__Prompt__: Please count the lines of the data that contain "image" and state only the total.

◇ ◇ ◇ ◇ ◇ ◇ ◇

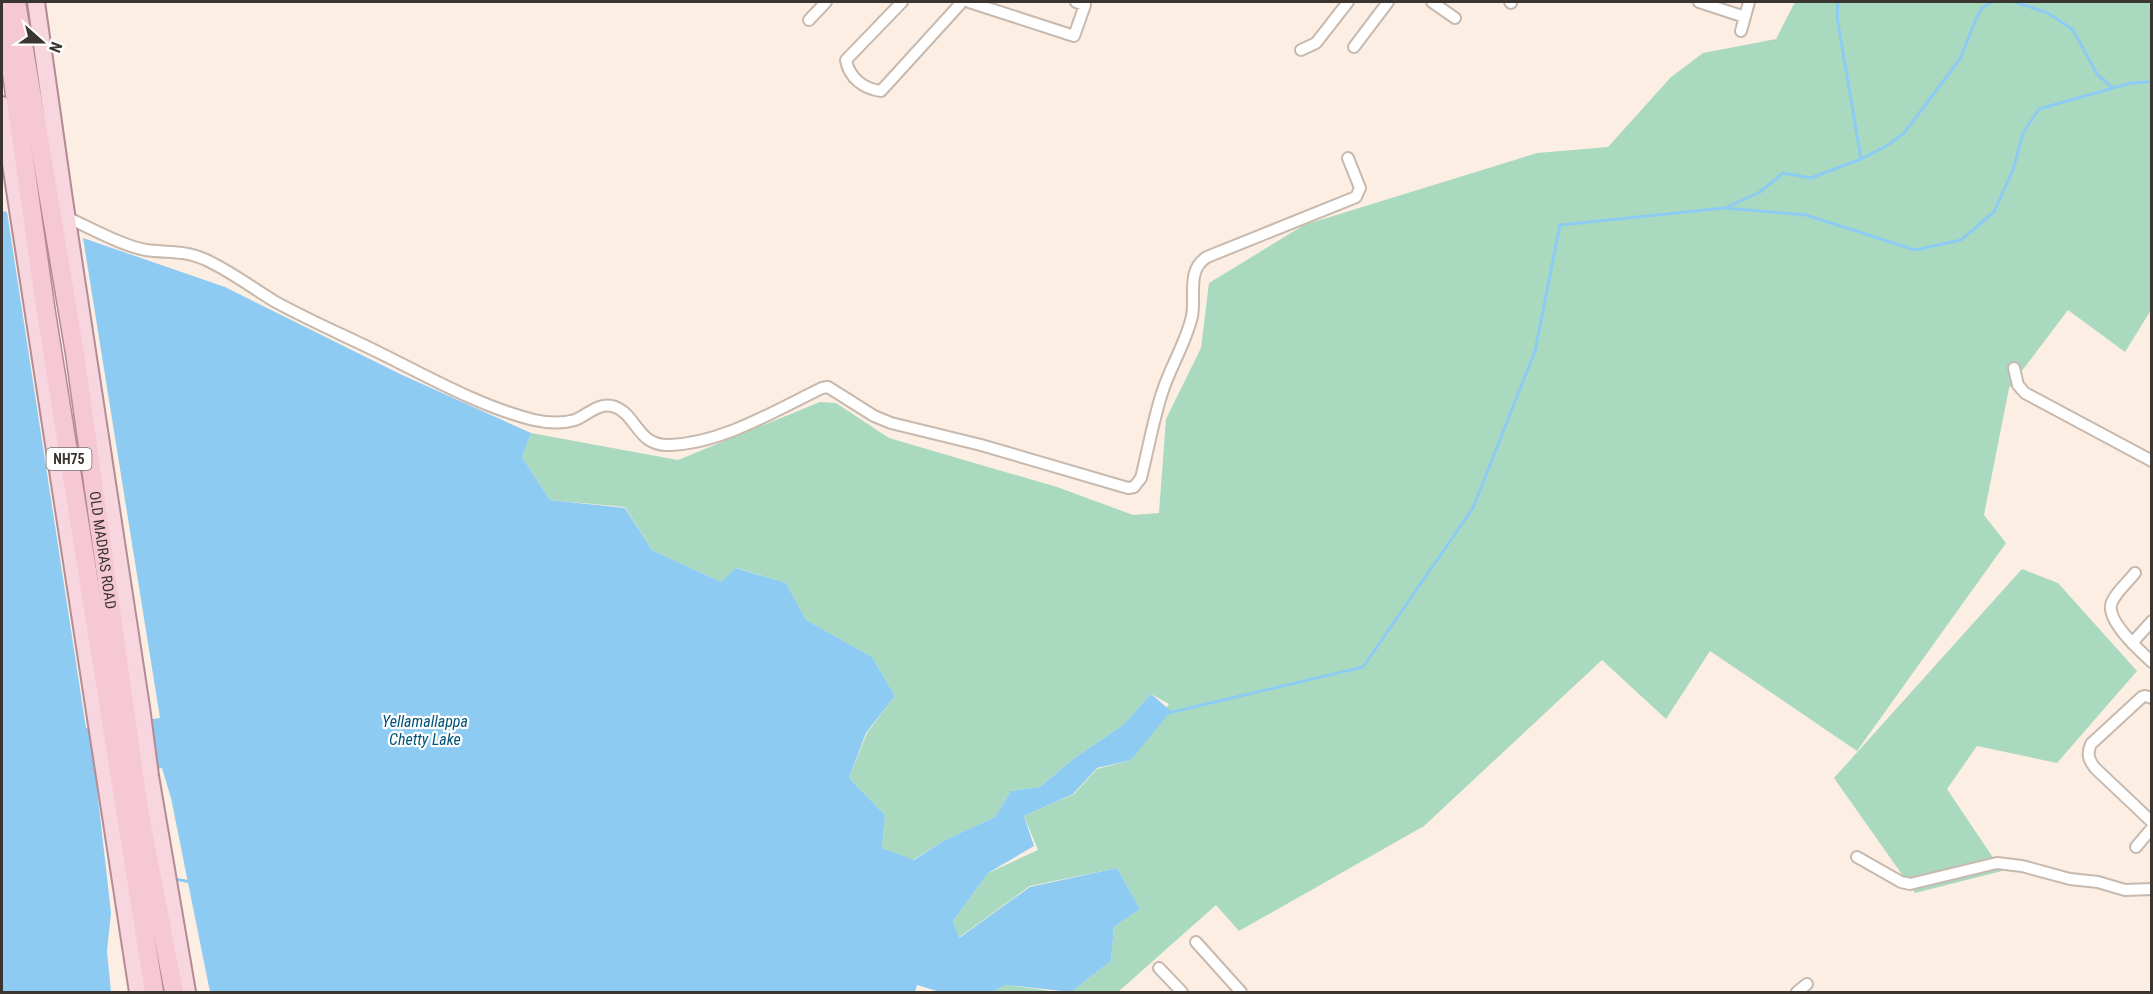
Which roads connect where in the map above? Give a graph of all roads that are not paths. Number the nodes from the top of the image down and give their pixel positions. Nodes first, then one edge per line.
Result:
1 (16, 2) edge
2 (36, 2) edge
3 (826, 2) edge
4 (902, 2) edge
5 (962, 2) edge
6 (1076, 2) edge
7 (1348, 2) edge
8 (1388, 2) edge
9 (1431, 2) edge
10 (1699, 2) edge
11 (1749, 2) edge
12 (2, 3) edge
13 (1745, 17) junction
14 (1455, 18) dead end
15 (809, 20) dead end
16 (1741, 31) dead end
17 (1354, 47) dead end
18 (1301, 50) dead end
19 (2, 105) edge
20 (1348, 158) dead end
21 (66, 217) junction
22 (38, 302) junction
23 (2014, 368) dead end
24 (2151, 461) edge
25 (2135, 573) dead end
26 (2151, 621) edge
27 (2132, 643) junction
28 (2151, 662) edge
29 (2151, 698) edge
30 (118, 715) junction
31 (127, 780) junction
32 (2151, 822) edge
33 (2151, 828) edge
34 (2136, 847) dead end
35 (1857, 857) dead end
36 (2151, 889) edge
37 (1196, 942) dead end
38 (1159, 968) dead end
39 (1807, 984) dead end
40 (138, 993) edge
41 (154, 993) edge
42 (174, 993) edge
43 (187, 993) edge
44 (1182, 993) edge
45 (1241, 993) edge
46 (1797, 993) edge

1 - 30 highway, OLD MADRAS ROAD / NH75
2 - 21 main road
3 - 15 street
4 - 5 street
5 - 6 street
7 - 18 street
8 - 17 street
9 - 14 street
10 - 13 street
11 - 13 street
12 - 22 highway, OLD MADRAS ROAD / NH75
13 - 16 street
19 - 22 main road
20 - 21 street
21 - 30 main road
22 - 30 highway, OLD MADRAS ROAD / NH75
23 - 24 street
25 - 27 street
26 - 27 street
27 - 28 street
29 - 32 street
30 - 31 highway, OLD MADRAS ROAD / NH75
30 - 31 main road
31 - 40 main road
31 - 41 highway, OLD MADRAS ROAD / NH75
31 - 42 highway, OLD MADRAS ROAD / NH75
31 - 43 main road
33 - 34 street
35 - 36 street
37 - 45 street
38 - 44 street
39 - 46 street

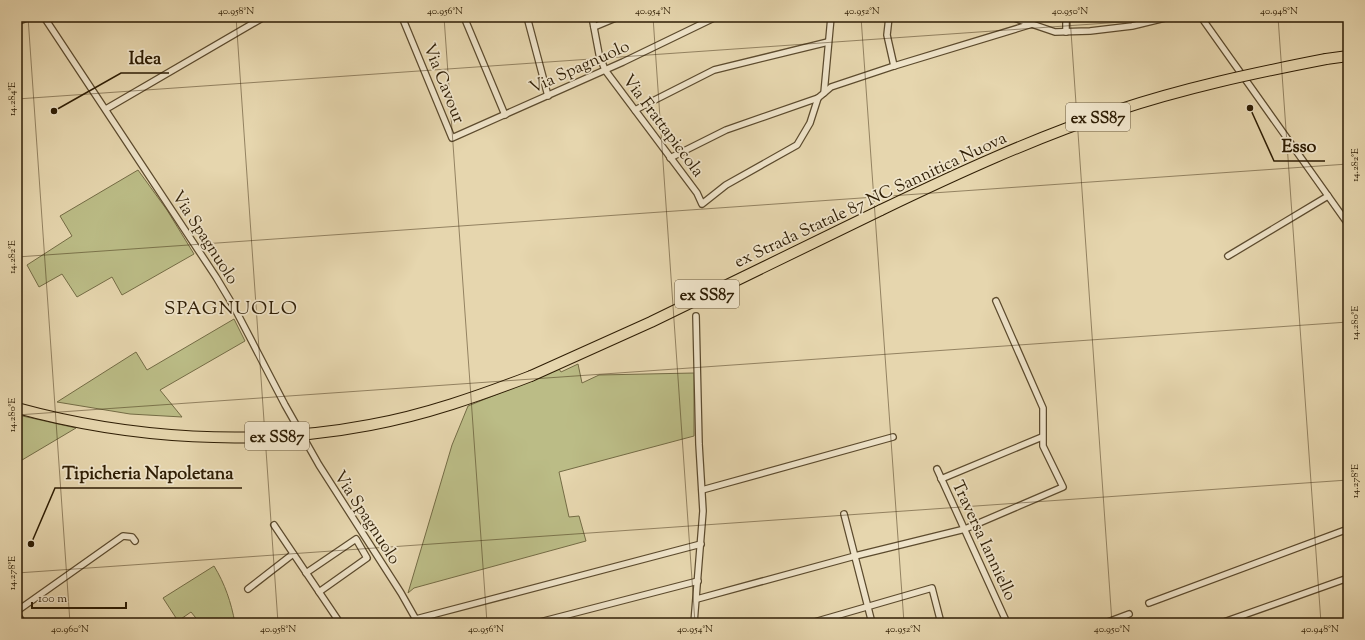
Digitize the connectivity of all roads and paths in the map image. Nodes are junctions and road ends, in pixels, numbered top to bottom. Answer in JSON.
{"nodes":[{"id":1,"x":29,"y":17,"type":"edge"},
{"id":2,"x":44,"y":17,"type":"edge"},
{"id":3,"x":264,"y":17,"type":"edge"},
{"id":4,"x":402,"y":17,"type":"edge"},
{"id":5,"x":464,"y":17,"type":"edge"},
{"id":6,"x":527,"y":17,"type":"edge"},
{"id":7,"x":592,"y":17,"type":"edge"},
{"id":8,"x":618,"y":17,"type":"edge"},
{"id":9,"x":716,"y":17,"type":"edge"},
{"id":10,"x":831,"y":17,"type":"edge"},
{"id":11,"x":889,"y":17,"type":"edge"},
{"id":12,"x":1011,"y":17,"type":"edge"},
{"id":13,"x":1066,"y":17,"type":"edge"},
{"id":14,"x":1169,"y":17,"type":"edge"},
{"id":15,"x":1201,"y":17,"type":"edge"},
{"id":16,"x":17,"y":22,"type":"edge"},
{"id":17,"x":1032,"y":24,"type":"junction"},
{"id":18,"x":594,"y":27,"type":"junction"},
{"id":19,"x":1066,"y":32,"type":"junction"},
{"id":20,"x":828,"y":42,"type":"junction"},
{"id":21,"x":1348,"y":56,"type":"edge"},
{"id":22,"x":894,"y":66,"type":"junction"},
{"id":23,"x":605,"y":70,"type":"junction"},
{"id":24,"x":824,"y":93,"type":"junction"},
{"id":25,"x":548,"y":96,"type":"junction"},
{"id":26,"x":818,"y":98,"type":"junction"},
{"id":27,"x":106,"y":109,"type":"junction"},
{"id":28,"x":635,"y":110,"type":"junction"},
{"id":29,"x":505,"y":114,"type":"junction"},
{"id":30,"x":452,"y":138,"type":"joint"},
{"id":31,"x":670,"y":158,"type":"junction"},
{"id":32,"x":1328,"y":196,"type":"junction"},
{"id":33,"x":1348,"y":224,"type":"edge"},
{"id":34,"x":1228,"y":256,"type":"dead end"},
{"id":35,"x":996,"y":301,"type":"dead end"},
{"id":36,"x":696,"y":316,"type":"dead end"},
{"id":37,"x":17,"y":408,"type":"edge"},
{"id":38,"x":893,"y":437,"type":"dead end"},
{"id":39,"x":1042,"y":437,"type":"junction"},
{"id":40,"x":936,"y":469,"type":"dead end"},
{"id":41,"x":941,"y":479,"type":"junction"},
{"id":42,"x":702,"y":490,"type":"junction"},
{"id":43,"x":844,"y":514,"type":"dead end"},
{"id":44,"x":274,"y":525,"type":"dead end"},
{"id":45,"x":965,"y":529,"type":"junction"},
{"id":46,"x":1348,"y":529,"type":"edge"},
{"id":47,"x":135,"y":541,"type":"dead end"},
{"id":48,"x":701,"y":544,"type":"junction"},
{"id":49,"x":293,"y":554,"type":"junction"},
{"id":50,"x":856,"y":556,"type":"junction"},
{"id":51,"x":306,"y":573,"type":"junction"},
{"id":52,"x":1348,"y":578,"type":"edge"},
{"id":53,"x":698,"y":580,"type":"junction"},
{"id":54,"x":248,"y":589,"type":"dead end"},
{"id":55,"x":318,"y":592,"type":"junction"},
{"id":56,"x":697,"y":599,"type":"junction"},
{"id":57,"x":1149,"y":604,"type":"dead end"},
{"id":58,"x":869,"y":607,"type":"junction"},
{"id":59,"x":17,"y":613,"type":"edge"},
{"id":60,"x":1129,"y":614,"type":"dead end"},
{"id":61,"x":417,"y":621,"type":"edge"},
{"id":62,"x":23,"y":623,"type":"edge"},
{"id":63,"x":340,"y":623,"type":"edge"},
{"id":64,"x":536,"y":623,"type":"edge"},
{"id":65,"x":694,"y":623,"type":"edge"},
{"id":66,"x":811,"y":623,"type":"edge"},
{"id":67,"x":872,"y":623,"type":"edge"},
{"id":68,"x":941,"y":623,"type":"edge"},
{"id":69,"x":1007,"y":623,"type":"edge"},
{"id":70,"x":1105,"y":623,"type":"edge"},
{"id":71,"x":1221,"y":623,"type":"edge"}],
"edges":[{"from":1,"to":16,"type":"street"},
{"from":2,"to":27,"type":"street","name":"Via Spagnuolo"},
{"from":3,"to":27,"type":"street"},
{"from":4,"to":30,"type":"street","name":"Via Cavour"},
{"from":5,"to":29,"type":"street"},
{"from":6,"to":25,"type":"street"},
{"from":7,"to":18,"type":"street","name":"Via Frattapiccola"},
{"from":8,"to":18,"type":"street"},
{"from":9,"to":23,"type":"street","name":"Via Spagnuolo"},
{"from":10,"to":20,"type":"street"},
{"from":11,"to":22,"type":"street"},
{"from":12,"to":17,"type":"street"},
{"from":13,"to":19,"type":"street"},
{"from":14,"to":19,"type":"street"},
{"from":15,"to":32,"type":"street"},
{"from":17,"to":19,"type":"street"},
{"from":17,"to":22,"type":"street"},
{"from":18,"to":23,"type":"street","name":"Via Frattapiccola"},
{"from":20,"to":24,"type":"street"},
{"from":20,"to":28,"type":"street"},
{"from":21,"to":37,"type":"highway","name":"ex Strada Statale 87 NC Sannitica Nuova","number":"ex SS87","bridge":true},
{"from":22,"to":24,"type":"street"},
{"from":23,"to":25,"type":"street","name":"Via Spagnuolo"},
{"from":23,"to":28,"type":"street","name":"Via Frattapiccola"},
{"from":24,"to":26,"type":"street"},
{"from":25,"to":29,"type":"street","name":"Via Spagnuolo"},
{"from":26,"to":31,"type":"street"},
{"from":26,"to":31,"type":"street","name":"Via Frattapiccola"},
{"from":27,"to":61,"type":"street","name":"Via Spagnuolo"},
{"from":28,"to":31,"type":"street","name":"Via Frattapiccola"},
{"from":29,"to":30,"type":"street","name":"Via Spagnuolo"},
{"from":32,"to":33,"type":"street"},
{"from":32,"to":34,"type":"street"},
{"from":35,"to":39,"type":"street"},
{"from":36,"to":42,"type":"street"},
{"from":38,"to":42,"type":"street"},
{"from":39,"to":41,"type":"street"},
{"from":39,"to":45,"type":"street"},
{"from":40,"to":41,"type":"street","name":"Traversa Ianniello"},
{"from":41,"to":45,"type":"street","name":"Traversa Ianniello"},
{"from":42,"to":48,"type":"street"},
{"from":43,"to":50,"type":"street"},
{"from":44,"to":49,"type":"street"},
{"from":45,"to":50,"type":"street"},
{"from":45,"to":69,"type":"street","name":"Traversa Ianniello"},
{"from":46,"to":57,"type":"street"},
{"from":47,"to":59,"type":"street"},
{"from":48,"to":53,"type":"street"},
{"from":48,"to":61,"type":"street"},
{"from":49,"to":51,"type":"street"},
{"from":49,"to":54,"type":"street"},
{"from":50,"to":56,"type":"street"},
{"from":50,"to":58,"type":"street"},
{"from":51,"to":55,"type":"street"},
{"from":51,"to":55,"type":"street"},
{"from":52,"to":71,"type":"street"},
{"from":53,"to":56,"type":"street"},
{"from":53,"to":64,"type":"street"},
{"from":55,"to":63,"type":"street"},
{"from":56,"to":65,"type":"street"},
{"from":58,"to":66,"type":"street"},
{"from":58,"to":67,"type":"street"},
{"from":58,"to":68,"type":"street"},
{"from":59,"to":62,"type":"street"},
{"from":60,"to":70,"type":"street"}]}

◇ ◇ ◇ ◇ ◇ ◇ ◇

__Task answer__: 2